Regeneration doesn’t unconditionally replace the original — it compares groundedness scores and keeps the higher one. This avoids the “regeneration makes things worse” problem: if the regenerated answer hallucinates more, the original answer is preserved.

Regeneration is only triggered when queryType === 'complex'. Low quality on simple queries and SQL queries is typically due to insufficient data, where regeneration is meaningless.

Automatically Flagging Poor Answers

Answers with Groundedness below 0.5 are automatically written to the ai_flagged_responses table:

if (groundedness < 0.5) {
  await db.insert(aiFlaggedResponses).values({
    query_log_id: ctx.queryLogId,
    flag_reason: 'low_groundedness',
    auto_score: groundedness,
    created_at: Date.now(),
  });
}

Administrators can review flagged answers in the dashboard and manually confirm whether there are systemic issues (e.g., a certain type of query consistently scoring low on groundedness). This serves as a data source for continuous system improvement.

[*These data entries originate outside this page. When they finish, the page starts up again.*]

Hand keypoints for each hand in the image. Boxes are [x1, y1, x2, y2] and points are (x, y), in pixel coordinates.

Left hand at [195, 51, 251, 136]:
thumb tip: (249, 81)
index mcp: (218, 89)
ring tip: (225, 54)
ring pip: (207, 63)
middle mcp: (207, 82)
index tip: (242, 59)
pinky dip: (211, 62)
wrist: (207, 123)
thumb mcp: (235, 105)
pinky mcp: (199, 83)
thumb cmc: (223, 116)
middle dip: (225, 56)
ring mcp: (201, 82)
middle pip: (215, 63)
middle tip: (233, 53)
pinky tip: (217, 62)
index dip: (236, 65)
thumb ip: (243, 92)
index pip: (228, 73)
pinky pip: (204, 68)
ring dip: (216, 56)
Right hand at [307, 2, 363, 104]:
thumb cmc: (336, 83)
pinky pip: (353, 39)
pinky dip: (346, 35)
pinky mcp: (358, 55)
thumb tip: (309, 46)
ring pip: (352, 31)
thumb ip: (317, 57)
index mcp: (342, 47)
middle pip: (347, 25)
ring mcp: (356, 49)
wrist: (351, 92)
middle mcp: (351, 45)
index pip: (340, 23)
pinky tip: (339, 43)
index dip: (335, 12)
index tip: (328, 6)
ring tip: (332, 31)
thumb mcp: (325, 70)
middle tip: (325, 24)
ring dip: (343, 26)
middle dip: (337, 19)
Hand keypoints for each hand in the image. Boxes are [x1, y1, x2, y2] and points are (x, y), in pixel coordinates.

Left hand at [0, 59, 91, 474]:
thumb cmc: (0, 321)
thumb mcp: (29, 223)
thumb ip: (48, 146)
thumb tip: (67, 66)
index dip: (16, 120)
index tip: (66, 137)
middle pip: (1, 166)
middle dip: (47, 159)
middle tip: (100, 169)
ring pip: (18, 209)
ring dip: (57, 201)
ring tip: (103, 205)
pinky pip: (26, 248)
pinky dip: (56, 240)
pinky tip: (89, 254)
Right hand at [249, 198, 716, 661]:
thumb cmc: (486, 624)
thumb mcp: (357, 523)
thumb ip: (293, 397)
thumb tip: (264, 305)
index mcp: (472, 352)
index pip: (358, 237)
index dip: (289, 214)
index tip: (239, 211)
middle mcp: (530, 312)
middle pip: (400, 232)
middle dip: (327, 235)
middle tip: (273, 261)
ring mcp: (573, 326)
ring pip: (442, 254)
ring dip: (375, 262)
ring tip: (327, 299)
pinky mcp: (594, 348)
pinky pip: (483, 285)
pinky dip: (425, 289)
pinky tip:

Blind Spots of LLM-as-Judge

LLM-as-Judge isn’t infallible. There are several known issues:

  1. Position Bias: Judges tend to give higher scores to longer documents and those appearing earlier in the list
  2. Verbosity Bias: Longer answers tend to receive higher quality scores
  3. Self-Enhancement Bias: Models from the same family may be overly lenient when evaluating each other

To address these biases, the system treats Judge results as references rather than absolute truth, supplementing with user feedback (thumbs up/down) for calibration. When the gap between user feedback and auto_score is 2 or greater, flagging is also triggered, pending manual review.

The Big Picture

LLM-as-Judge is a core mechanism for RAG quality assurance. Groundedness tells the system when to be humble, Self-Reflection provides one chance for self-correction, and automatic flagging establishes a feedback loop for continuous improvement.

The most important design principle: never trust any single evaluation. Low Judge score → flag for manual review. Poor user rating → also triggers flagging. Only when both signals agree is a problem truly confirmed. Multiple signals are more reliable than a single one.